- Whittingham in 2026
- Born: Michael Stanley Whittingham 22 December 1941 (age 84) Nottingham, England
- Education: New College, Oxford (BA, MA, DPhil)
- Known for: Lithium-ion battery
- Awards: Nobel Prize in Chemistry (2019)
- Scientific career
- Fields: Chemist
- Workplaces: Binghamton University
- Thesis: Microbalance studies of some oxide systems (1968)
- Doctoral advisor: Peter Dickens
- Other academic advisors: Robert Huggins (post-doc)

= M. Stanley Whittingham =

British-American chemist (born 1941)

Sir Michael Stanley Whittingham (born 22 December 1941) is a British-American chemist. He is a professor of chemistry and past founding director of both the Institute for Materials Research and the Materials Science and Engineering program at Binghamton University, State University of New York. He also served as director of the Northeastern Center for Chemical Energy Storage (NECCES) of the U.S. Department of Energy at Binghamton. He was awarded the Nobel Prize in Chemistry in 2019 alongside Akira Yoshino and John B. Goodenough.

Whittingham is a key figure in the history of lithium-ion batteries, which are used in everything from mobile phones to electric vehicles. He discovered intercalation electrodes and thoroughly described intercalation reactions in rechargeable batteries in the 1970s. He holds the patents on the concept of using intercalation chemistry in high power-density, highly reversible lithium-ion batteries. He also invented the first rechargeable lithium metal battery (LMB), patented in 1977 and assigned to Exxon for commercialization in small devices and electric vehicles. Whittingham's rechargeable lithium metal battery is based on a LiAl anode and an intercalation-type TiS_{2} cathode. His work on lithium batteries laid the foundation for others' developments, so he is called the founding father of lithium-ion batteries.

== Education and career ==
Whittingham was born in the Carlton suburb of Nottingham, England, on 22 December 1941. His father was a civil engineer, the first in the family to go to college. His mother Dorothy Mary (née Findley) was a chemist before marriage. He was educated at Stamford School from 1951 to 1960, before going up to New College, Oxford to read chemistry.
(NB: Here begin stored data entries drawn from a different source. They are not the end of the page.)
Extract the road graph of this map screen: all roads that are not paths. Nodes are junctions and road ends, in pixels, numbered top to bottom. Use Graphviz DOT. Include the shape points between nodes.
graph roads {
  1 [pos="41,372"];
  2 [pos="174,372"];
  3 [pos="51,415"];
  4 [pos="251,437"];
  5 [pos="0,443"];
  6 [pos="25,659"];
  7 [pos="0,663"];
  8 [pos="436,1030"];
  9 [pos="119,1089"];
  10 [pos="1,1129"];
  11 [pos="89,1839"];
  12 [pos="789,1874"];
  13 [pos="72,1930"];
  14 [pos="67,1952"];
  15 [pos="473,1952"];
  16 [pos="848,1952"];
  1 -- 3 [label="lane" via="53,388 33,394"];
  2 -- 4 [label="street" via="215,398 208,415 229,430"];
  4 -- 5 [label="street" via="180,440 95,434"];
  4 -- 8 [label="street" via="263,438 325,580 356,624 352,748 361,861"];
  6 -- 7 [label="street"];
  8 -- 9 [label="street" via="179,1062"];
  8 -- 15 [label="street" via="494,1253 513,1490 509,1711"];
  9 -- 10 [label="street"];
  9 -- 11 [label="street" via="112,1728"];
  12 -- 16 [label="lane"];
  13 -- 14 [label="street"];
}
At the University of Oxford, he took his BA (1964), MA (1967), and DPhil (1968). After completing his graduate studies, Whittingham became a postdoctoral fellow at Stanford University. He worked 16 years for Exxon Research & Engineering Company and four years working for Schlumberger prior to becoming a professor at Binghamton University.
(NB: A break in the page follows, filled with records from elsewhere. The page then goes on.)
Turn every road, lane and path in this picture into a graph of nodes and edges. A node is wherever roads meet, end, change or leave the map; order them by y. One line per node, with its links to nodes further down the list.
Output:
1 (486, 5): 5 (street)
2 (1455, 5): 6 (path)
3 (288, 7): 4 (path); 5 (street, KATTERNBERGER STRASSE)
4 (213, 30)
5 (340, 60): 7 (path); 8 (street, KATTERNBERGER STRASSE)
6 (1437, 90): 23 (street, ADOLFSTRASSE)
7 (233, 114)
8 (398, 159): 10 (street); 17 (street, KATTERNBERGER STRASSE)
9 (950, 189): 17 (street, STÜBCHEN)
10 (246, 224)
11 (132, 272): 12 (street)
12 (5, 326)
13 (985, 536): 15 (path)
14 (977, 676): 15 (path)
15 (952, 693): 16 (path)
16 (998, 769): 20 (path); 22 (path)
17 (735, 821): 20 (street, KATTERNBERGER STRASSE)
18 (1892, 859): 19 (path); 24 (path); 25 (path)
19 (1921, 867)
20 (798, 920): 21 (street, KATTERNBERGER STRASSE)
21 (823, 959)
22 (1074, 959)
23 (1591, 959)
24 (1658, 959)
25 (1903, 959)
From 1994 to 2000, he served as the university's vice provost for research. He also served as vice-chair of the Research Foundation of the State University of New York for six years. He is a Distinguished Professor of Chemistry and Materials Science and Engineering at Binghamton University. Whittingham was named Chief Scientific Officer of NAATBatt International in 2017.

Whittingham co-chaired the DOE study of Chemical Energy Storage in 2007, and is a director of the Northeastern Center for Chemical Energy Storage (NECCES), a U.S. Department of Energy Energy Frontier Research Center (EFRC) at Binghamton. In 2014, NECCES was awarded $12.8 million, from the U.S. Department of Energy to help accelerate scientific breakthroughs needed to build the 21st-century economy. In 2018, NECCES was granted another $3 million by the Department of Energy to continue its research on batteries. The NECCES team is using the funding to improve energy-storage materials and to develop new materials that are "cheaper, environmentally friendly, and able to store more energy than current materials can".

== Research ==
Whittingham, in a multidisciplinary group led by Fred Gamble, PhD, conceived the intercalation electrode. Exxon manufactured Whittingham's lithium-ion battery in the 1970s, based on a titanium disulfide cathode and a lithium-aluminum anode. The battery had high energy density and the diffusion of lithium ions into the titanium disulfide cathode was reversible, making the battery rechargeable. In addition, titanium disulfide has a particularly fast rate of lithium ion diffusion into the crystal lattice. Exxon threw its resources behind the commercialization of a Li/LiBX/ TiS_{2} battery. However, The small market size led Exxon to end the project, and license the technology to 3 companies, one in each of the USA, Japan and Germany. Whittingham and his team continued to publish their work in academic journals of electrochemistry and solid-state physics. He left Exxon in 1984, following Gamble to Schlumberger where he worked as a manager. In 1988, he became Professor at the Chemistry Department, Binghamton University, U.S. to pursue his academic interests.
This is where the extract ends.